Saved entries
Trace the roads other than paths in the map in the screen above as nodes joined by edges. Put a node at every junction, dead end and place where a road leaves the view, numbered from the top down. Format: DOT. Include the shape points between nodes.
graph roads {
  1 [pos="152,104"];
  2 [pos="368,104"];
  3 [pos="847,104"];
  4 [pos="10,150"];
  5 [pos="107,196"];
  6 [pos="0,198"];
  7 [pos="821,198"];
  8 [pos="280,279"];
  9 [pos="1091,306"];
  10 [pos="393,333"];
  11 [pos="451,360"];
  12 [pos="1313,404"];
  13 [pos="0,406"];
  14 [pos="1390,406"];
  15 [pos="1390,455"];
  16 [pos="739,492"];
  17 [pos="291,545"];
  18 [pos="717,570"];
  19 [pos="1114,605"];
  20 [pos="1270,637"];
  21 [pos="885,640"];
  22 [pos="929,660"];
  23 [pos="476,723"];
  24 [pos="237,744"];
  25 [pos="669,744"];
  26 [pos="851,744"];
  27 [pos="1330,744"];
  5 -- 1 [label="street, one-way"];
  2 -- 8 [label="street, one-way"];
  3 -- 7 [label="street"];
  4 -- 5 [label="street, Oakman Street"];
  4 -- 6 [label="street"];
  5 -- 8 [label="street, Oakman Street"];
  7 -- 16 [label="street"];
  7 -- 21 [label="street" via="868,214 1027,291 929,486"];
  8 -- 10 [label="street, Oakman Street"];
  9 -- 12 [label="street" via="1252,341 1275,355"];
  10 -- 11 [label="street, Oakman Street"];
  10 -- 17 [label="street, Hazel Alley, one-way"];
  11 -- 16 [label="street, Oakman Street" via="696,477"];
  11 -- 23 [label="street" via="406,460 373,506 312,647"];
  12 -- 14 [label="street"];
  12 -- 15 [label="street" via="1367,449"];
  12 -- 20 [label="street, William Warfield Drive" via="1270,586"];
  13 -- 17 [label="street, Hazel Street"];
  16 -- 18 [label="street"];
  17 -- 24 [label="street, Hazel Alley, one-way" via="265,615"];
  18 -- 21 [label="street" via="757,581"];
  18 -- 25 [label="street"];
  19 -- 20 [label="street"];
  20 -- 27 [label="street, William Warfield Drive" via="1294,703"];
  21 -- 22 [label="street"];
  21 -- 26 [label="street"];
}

==

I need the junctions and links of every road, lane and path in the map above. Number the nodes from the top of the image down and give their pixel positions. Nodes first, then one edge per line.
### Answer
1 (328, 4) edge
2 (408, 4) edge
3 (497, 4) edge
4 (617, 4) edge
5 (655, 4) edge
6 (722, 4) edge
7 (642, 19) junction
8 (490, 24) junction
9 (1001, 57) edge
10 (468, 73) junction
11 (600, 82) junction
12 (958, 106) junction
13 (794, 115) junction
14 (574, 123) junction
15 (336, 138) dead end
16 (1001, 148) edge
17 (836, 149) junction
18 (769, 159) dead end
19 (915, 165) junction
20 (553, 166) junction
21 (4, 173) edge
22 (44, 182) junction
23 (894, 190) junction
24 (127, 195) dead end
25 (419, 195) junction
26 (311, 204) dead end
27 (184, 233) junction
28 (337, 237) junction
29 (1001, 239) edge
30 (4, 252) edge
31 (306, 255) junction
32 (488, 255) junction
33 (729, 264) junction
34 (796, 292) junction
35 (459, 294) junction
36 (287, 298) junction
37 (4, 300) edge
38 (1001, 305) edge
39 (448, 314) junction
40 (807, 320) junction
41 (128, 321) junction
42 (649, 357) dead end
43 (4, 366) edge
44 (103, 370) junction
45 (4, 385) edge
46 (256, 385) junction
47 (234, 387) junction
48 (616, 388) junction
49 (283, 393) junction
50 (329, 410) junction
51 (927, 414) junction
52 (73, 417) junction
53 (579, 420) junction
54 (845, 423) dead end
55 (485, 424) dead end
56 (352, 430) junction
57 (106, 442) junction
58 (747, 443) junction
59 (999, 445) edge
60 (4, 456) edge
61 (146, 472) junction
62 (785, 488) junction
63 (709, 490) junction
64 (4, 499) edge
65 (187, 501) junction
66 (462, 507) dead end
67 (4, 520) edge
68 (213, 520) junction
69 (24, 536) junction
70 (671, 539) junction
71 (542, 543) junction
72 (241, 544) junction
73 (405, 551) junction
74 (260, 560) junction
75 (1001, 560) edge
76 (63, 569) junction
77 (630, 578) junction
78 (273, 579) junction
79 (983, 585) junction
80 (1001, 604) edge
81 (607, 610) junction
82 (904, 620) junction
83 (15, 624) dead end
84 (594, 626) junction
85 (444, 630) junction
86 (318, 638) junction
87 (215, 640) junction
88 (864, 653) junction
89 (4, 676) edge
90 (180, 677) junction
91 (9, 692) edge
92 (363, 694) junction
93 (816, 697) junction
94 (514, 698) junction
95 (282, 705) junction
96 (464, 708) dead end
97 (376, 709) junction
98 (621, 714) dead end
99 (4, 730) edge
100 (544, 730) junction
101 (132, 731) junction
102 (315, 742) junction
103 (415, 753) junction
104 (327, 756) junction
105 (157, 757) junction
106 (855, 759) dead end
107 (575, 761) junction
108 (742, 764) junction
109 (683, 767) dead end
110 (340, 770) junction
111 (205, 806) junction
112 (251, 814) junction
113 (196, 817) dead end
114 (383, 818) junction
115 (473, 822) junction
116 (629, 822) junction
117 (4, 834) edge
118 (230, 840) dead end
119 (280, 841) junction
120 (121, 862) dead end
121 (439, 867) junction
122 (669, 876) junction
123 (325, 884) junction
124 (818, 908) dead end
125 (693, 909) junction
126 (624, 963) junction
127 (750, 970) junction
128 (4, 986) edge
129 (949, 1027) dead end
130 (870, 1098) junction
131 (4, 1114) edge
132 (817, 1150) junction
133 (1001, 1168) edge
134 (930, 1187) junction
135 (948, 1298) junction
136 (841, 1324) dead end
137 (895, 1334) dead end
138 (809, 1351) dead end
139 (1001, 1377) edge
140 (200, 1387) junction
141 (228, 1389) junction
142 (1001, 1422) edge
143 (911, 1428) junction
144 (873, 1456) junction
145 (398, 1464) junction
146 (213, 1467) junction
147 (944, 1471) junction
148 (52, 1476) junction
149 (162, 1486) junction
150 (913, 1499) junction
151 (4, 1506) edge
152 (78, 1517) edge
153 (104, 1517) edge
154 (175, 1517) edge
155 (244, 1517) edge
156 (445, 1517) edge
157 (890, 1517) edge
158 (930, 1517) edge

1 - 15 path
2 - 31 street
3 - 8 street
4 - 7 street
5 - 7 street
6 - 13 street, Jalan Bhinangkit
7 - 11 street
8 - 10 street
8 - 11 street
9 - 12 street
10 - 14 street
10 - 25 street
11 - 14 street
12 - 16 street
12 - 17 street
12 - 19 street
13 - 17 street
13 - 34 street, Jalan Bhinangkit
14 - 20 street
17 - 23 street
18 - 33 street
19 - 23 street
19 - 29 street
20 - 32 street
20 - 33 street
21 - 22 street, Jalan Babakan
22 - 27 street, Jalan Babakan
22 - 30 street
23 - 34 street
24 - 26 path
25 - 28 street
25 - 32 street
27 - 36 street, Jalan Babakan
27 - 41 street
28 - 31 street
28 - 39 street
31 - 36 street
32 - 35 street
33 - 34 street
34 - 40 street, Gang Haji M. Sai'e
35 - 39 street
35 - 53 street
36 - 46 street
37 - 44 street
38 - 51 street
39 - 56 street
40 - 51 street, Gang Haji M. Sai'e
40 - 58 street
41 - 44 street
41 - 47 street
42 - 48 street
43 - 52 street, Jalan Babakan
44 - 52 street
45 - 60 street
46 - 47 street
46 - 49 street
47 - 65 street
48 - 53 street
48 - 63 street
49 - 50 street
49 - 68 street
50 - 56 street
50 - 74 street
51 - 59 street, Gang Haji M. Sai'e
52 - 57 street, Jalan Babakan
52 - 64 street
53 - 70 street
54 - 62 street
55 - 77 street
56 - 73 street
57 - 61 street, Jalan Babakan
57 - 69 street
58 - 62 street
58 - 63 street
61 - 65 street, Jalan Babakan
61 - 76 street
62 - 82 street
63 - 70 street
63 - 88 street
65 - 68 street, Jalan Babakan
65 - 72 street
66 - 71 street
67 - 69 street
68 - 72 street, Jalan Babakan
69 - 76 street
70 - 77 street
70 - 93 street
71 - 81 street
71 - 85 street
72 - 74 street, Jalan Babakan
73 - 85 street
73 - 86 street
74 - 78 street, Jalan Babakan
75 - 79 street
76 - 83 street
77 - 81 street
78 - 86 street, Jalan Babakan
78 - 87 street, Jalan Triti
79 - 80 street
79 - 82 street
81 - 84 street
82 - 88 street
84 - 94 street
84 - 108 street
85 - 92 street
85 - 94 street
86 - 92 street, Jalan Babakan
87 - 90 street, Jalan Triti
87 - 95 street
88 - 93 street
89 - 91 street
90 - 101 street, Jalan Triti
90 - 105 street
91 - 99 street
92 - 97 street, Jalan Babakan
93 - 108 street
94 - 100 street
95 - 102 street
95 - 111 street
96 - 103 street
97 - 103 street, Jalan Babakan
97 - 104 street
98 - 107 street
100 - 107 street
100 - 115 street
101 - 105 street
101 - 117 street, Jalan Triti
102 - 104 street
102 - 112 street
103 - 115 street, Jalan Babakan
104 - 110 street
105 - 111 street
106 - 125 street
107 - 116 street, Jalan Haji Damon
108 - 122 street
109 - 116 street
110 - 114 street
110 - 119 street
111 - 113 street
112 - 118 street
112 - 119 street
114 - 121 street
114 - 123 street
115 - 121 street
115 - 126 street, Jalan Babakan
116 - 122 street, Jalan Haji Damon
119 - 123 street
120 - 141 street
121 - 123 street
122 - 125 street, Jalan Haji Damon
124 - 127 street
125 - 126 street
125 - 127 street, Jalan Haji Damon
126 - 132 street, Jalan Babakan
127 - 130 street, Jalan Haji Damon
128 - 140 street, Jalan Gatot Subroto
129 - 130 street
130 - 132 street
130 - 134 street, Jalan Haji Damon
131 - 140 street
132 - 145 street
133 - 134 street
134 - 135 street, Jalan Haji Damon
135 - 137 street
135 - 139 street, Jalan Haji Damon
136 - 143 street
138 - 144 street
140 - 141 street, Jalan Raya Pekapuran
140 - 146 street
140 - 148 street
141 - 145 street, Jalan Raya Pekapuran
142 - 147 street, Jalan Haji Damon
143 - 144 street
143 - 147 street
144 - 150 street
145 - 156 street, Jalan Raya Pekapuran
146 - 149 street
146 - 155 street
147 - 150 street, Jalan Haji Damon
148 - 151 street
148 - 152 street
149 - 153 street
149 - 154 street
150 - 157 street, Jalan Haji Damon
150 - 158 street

==

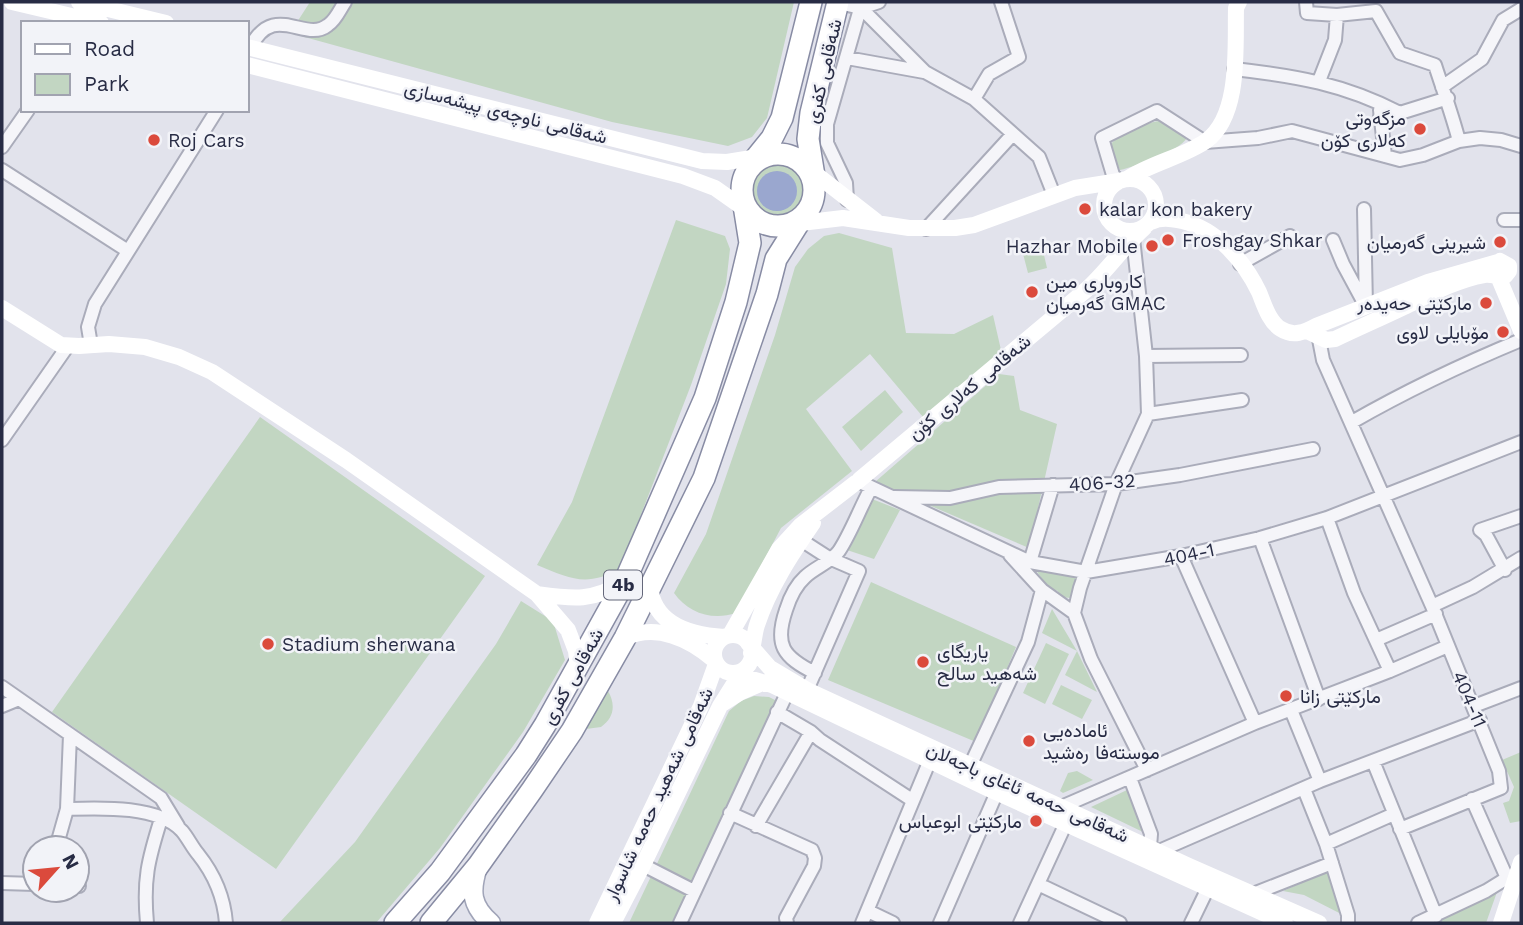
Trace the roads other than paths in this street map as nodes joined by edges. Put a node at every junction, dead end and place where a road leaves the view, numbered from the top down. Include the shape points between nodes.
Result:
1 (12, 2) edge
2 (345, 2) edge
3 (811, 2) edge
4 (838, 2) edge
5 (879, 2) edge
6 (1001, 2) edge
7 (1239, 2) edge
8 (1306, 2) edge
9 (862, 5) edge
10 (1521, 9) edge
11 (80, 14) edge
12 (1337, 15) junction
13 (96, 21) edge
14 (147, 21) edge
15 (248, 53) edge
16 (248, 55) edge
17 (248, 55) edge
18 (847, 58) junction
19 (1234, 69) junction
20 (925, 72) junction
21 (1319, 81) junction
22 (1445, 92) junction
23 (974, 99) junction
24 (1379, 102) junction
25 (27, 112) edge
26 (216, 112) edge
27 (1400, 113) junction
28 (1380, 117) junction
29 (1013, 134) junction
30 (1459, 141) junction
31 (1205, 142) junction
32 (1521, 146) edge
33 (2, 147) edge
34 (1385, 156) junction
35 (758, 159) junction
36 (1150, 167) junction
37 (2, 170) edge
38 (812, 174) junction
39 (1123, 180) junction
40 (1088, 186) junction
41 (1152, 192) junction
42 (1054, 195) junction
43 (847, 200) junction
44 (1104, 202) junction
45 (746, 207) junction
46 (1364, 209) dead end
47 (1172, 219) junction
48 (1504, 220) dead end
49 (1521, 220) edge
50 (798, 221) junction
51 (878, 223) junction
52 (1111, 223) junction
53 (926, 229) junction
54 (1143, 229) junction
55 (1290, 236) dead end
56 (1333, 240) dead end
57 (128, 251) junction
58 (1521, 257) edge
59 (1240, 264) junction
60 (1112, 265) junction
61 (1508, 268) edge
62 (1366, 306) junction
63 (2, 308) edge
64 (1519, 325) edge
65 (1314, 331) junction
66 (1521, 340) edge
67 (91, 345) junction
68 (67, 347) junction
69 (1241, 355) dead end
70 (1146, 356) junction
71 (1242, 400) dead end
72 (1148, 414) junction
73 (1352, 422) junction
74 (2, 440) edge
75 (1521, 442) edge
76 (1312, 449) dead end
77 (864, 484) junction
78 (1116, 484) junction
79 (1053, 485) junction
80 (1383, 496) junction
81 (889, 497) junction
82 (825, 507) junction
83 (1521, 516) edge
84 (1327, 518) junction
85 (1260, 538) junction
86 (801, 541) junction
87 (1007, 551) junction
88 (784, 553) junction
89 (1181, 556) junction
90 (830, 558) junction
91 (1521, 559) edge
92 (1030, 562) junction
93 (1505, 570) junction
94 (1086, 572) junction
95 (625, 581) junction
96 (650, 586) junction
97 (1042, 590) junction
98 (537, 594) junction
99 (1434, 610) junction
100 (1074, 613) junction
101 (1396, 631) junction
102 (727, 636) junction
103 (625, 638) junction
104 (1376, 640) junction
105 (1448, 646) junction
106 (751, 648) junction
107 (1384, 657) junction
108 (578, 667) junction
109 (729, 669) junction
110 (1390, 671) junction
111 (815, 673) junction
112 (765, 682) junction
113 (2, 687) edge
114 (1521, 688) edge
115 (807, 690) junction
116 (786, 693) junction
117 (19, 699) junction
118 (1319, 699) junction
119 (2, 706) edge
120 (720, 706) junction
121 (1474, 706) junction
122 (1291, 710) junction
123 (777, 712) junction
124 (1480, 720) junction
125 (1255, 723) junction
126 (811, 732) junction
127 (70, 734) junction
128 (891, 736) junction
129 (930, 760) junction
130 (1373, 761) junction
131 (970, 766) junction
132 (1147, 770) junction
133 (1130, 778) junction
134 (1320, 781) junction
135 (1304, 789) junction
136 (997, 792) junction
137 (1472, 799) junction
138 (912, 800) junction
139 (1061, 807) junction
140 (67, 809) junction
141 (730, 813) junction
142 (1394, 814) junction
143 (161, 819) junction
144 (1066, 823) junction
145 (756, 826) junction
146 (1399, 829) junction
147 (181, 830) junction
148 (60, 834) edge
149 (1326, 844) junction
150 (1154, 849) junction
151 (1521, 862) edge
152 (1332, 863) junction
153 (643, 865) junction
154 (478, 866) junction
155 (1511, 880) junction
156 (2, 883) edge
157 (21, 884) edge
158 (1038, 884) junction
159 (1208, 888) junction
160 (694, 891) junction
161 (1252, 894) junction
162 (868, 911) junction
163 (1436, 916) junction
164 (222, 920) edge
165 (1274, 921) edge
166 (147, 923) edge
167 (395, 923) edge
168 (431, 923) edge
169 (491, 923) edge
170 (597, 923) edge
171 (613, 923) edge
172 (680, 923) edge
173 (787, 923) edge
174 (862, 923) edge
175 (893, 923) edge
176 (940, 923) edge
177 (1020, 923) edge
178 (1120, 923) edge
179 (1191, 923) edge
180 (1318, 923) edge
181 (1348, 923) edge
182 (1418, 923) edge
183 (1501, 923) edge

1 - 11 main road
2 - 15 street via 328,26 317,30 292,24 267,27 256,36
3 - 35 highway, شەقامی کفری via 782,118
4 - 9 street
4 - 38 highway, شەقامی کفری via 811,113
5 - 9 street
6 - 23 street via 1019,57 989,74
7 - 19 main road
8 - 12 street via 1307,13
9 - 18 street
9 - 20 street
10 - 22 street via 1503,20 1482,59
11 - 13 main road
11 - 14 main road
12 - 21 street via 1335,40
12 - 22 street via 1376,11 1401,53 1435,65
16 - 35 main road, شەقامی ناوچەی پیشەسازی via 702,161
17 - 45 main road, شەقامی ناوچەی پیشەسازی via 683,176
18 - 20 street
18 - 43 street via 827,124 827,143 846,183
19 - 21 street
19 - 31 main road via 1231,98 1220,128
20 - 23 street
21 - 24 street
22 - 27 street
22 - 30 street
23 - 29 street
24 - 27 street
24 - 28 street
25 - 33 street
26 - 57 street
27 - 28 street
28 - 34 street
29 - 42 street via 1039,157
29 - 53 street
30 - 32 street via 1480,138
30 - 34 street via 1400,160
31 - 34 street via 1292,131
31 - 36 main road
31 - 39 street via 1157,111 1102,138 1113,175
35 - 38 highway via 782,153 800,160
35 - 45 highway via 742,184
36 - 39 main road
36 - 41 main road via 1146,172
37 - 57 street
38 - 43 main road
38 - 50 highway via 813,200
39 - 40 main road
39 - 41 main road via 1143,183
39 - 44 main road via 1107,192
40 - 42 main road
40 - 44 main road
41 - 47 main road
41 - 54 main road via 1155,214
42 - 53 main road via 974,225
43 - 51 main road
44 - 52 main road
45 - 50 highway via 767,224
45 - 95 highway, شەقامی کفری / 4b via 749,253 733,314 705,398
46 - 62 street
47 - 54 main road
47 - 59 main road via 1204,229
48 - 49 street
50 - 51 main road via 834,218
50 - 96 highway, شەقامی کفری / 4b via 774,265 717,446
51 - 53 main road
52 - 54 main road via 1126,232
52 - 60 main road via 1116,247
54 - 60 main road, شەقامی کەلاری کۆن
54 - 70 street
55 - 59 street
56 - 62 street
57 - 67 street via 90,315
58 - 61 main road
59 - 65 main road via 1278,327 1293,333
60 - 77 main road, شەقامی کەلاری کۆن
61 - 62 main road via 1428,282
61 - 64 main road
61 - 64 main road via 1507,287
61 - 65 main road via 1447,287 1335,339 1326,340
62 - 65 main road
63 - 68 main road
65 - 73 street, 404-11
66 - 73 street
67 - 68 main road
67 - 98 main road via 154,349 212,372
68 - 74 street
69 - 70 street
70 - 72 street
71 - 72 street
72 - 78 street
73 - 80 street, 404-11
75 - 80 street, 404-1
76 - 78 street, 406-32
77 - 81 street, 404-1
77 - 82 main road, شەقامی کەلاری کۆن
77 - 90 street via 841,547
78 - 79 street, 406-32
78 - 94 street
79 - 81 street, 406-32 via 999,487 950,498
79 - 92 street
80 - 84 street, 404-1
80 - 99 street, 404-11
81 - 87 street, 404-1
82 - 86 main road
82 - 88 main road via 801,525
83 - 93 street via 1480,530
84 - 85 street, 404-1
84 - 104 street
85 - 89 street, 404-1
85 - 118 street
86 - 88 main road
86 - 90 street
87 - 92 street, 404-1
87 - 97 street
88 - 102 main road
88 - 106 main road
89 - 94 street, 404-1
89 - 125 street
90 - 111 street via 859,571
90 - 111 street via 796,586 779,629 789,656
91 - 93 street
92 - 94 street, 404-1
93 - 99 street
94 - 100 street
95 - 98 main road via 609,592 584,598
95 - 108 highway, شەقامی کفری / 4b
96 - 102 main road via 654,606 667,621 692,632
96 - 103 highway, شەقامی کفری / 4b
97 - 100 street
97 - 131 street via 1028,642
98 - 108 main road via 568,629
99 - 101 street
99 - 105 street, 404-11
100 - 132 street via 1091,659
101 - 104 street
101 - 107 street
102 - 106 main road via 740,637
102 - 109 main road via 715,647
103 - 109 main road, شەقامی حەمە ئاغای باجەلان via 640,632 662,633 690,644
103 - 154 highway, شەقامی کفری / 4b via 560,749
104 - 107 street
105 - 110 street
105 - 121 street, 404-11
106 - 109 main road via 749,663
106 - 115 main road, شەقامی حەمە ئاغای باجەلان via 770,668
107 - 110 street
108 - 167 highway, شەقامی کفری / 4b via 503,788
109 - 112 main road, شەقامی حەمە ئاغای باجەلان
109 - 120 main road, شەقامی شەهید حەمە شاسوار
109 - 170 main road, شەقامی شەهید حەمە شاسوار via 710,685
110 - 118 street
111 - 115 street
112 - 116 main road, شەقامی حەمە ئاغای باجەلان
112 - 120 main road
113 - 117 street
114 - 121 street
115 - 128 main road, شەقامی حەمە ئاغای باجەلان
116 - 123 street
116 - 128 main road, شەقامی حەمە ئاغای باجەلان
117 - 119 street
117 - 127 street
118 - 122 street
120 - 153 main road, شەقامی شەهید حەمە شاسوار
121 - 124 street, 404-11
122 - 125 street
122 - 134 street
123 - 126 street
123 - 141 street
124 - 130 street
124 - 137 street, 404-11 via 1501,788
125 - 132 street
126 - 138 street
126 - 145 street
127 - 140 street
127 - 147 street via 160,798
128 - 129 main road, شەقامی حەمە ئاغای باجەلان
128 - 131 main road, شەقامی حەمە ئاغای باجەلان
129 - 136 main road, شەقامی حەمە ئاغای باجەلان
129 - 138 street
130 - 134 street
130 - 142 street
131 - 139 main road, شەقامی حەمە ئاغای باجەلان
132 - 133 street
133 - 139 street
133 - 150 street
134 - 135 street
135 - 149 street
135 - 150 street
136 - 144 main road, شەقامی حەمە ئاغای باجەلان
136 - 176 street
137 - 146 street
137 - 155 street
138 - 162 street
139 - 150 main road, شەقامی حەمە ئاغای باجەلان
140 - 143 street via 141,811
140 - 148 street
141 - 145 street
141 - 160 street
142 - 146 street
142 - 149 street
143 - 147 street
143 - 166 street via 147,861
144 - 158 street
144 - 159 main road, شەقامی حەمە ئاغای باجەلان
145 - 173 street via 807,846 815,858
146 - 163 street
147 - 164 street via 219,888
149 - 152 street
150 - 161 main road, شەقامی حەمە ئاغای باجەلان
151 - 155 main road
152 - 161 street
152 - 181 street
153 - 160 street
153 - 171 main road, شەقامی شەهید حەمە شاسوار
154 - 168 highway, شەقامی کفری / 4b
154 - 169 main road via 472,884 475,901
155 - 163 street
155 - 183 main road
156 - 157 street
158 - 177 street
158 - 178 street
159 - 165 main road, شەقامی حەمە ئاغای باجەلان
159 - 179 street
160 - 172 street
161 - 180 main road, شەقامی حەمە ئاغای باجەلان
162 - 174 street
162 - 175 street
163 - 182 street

Task requirements: Among the lines above, find those containing the word "Raya" and copy each.

Solution to this task:
140 - 141 street, Jalan Raya Pekapuran
141 - 145 street, Jalan Raya Pekapuran
145 - 156 street, Jalan Raya Pekapuran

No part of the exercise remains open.